Dataset items
————
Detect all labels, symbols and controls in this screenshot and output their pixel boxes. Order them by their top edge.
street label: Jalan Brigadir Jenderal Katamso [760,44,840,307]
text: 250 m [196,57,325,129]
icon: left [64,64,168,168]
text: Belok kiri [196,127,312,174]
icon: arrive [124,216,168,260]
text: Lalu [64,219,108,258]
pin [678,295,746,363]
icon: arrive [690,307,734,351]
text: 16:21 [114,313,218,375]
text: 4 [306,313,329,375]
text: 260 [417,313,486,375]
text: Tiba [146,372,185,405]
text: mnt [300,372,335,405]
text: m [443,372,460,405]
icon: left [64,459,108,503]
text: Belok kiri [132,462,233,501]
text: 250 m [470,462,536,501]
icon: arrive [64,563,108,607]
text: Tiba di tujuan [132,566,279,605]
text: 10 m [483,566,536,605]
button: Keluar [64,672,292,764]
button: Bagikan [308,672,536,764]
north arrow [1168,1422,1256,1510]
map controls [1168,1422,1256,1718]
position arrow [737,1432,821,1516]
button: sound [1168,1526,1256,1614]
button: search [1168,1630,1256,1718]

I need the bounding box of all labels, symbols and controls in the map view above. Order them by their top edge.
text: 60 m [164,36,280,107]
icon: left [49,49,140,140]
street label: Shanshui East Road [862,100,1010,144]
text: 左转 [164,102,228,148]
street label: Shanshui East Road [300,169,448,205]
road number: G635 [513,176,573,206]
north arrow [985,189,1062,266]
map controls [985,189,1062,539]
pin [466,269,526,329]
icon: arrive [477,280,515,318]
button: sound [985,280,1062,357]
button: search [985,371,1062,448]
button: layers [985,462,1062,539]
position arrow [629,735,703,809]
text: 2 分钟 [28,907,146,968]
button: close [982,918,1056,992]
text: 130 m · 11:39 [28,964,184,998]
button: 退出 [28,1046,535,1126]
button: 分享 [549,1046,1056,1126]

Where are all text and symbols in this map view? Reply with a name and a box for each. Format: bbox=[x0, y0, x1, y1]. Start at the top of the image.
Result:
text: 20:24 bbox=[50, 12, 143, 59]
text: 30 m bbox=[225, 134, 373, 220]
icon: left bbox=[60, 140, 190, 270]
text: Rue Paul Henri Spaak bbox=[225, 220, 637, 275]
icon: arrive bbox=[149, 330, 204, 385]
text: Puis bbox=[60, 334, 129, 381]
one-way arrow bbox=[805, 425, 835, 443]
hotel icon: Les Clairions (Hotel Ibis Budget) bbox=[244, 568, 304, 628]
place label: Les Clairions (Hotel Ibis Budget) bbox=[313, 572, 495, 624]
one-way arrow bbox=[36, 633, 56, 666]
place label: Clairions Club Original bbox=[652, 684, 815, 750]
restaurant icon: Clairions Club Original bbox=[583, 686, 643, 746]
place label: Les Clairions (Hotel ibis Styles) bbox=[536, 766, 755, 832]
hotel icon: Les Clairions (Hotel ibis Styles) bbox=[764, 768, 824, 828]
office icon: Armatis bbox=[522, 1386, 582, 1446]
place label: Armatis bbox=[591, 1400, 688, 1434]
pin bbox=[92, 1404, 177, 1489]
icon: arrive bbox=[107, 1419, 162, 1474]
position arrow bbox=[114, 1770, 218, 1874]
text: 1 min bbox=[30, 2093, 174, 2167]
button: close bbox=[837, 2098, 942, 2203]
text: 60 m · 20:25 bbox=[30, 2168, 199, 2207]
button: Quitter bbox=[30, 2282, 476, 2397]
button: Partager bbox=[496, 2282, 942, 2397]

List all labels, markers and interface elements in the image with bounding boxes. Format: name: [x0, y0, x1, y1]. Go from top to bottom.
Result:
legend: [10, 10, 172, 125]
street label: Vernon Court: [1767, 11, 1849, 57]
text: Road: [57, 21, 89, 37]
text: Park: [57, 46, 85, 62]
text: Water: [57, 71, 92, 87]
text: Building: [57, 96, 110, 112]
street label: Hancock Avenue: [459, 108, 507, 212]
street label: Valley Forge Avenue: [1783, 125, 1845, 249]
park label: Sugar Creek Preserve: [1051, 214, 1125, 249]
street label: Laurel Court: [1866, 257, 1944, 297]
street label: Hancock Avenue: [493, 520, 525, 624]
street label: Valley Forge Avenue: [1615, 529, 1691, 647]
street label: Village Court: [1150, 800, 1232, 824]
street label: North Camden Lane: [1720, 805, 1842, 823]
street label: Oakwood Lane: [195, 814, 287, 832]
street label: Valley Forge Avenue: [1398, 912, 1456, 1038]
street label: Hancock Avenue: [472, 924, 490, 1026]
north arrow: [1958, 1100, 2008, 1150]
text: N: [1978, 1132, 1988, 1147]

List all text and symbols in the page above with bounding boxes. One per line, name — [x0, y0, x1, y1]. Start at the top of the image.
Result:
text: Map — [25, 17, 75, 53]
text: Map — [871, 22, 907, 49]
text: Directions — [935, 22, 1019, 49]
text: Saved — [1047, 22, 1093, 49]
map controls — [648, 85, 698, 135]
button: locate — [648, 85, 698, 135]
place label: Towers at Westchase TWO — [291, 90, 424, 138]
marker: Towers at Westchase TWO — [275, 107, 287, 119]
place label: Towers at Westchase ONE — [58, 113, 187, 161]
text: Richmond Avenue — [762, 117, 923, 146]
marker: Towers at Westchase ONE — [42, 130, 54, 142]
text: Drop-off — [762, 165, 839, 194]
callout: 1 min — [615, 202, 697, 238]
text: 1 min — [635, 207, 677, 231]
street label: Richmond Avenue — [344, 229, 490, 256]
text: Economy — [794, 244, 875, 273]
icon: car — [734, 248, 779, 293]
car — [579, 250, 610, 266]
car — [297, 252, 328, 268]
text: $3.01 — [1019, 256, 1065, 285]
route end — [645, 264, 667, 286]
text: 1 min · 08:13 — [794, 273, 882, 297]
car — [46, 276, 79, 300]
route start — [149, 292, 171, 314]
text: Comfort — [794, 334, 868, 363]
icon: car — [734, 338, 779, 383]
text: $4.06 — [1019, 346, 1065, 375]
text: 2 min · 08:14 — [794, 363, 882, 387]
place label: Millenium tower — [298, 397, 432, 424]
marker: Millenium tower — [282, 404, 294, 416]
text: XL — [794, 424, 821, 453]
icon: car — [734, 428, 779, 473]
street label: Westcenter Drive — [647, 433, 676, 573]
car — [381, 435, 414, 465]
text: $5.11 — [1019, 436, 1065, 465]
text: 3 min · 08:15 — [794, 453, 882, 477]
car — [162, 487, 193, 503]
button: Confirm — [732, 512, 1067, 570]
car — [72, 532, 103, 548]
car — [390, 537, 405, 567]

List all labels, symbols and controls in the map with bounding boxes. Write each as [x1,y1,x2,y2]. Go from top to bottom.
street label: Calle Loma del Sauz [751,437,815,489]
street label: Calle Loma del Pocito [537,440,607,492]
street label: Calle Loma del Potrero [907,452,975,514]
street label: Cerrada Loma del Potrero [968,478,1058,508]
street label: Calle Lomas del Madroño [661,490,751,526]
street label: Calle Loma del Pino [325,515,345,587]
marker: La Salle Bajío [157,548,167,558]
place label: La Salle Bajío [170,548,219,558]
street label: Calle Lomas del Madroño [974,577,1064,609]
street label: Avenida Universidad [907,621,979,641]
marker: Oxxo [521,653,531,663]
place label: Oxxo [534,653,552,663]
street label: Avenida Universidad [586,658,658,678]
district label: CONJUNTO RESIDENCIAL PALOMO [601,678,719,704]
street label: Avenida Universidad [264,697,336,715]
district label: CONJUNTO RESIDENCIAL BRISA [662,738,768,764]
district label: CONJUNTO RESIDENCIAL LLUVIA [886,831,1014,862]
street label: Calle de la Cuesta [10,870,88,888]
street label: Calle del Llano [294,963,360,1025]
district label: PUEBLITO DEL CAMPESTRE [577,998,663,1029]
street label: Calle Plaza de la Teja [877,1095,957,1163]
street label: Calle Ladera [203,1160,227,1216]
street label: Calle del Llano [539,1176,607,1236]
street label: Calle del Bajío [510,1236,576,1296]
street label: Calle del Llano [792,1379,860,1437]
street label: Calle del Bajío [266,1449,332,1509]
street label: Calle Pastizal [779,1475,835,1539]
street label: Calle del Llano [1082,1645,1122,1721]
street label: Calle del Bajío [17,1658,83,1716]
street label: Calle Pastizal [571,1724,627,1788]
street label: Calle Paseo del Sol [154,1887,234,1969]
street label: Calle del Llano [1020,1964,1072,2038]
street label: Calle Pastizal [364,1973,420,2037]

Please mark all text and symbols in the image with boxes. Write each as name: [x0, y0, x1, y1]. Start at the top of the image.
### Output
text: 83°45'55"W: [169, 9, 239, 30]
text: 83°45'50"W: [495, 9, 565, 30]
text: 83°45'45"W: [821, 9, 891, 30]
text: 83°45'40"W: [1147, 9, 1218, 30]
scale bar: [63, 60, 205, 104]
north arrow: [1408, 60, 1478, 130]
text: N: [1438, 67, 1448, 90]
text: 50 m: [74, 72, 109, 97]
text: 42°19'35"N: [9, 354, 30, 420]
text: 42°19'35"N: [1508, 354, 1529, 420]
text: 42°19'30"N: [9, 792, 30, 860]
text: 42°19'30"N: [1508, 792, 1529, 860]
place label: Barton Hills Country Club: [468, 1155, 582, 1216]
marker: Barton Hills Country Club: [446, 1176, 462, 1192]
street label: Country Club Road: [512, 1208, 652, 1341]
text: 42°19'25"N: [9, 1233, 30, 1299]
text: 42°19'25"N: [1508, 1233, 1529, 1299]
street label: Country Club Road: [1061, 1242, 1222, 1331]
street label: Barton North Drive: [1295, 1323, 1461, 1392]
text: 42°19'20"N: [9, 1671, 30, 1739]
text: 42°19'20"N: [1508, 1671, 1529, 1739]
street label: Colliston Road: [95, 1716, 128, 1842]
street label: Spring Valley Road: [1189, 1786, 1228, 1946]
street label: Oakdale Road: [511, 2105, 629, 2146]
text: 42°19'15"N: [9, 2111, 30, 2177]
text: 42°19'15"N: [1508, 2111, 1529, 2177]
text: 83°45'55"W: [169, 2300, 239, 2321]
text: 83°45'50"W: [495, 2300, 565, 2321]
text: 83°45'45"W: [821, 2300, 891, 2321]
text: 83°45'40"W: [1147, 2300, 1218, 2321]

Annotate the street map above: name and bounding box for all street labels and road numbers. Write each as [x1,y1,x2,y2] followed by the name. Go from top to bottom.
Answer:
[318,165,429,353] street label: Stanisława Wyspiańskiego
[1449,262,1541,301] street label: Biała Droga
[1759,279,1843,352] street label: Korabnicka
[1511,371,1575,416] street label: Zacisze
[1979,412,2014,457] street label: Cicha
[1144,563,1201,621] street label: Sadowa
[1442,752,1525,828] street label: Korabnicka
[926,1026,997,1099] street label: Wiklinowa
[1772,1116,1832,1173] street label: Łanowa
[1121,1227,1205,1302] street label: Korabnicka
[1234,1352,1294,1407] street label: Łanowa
————
WORK ITEM: Search the records for the string "Bajío", and copy every line that holds it.

RESULT OF THE EXERCISE:
marker: La Salle Bajío [157,548,167,558]
place label: La Salle Bajío [170,548,219,558]
street label: Calle del Bajío [510,1236,576,1296]
street label: Calle del Bajío [266,1449,332,1509]
street label: Calle del Bajío [17,1658,83,1716]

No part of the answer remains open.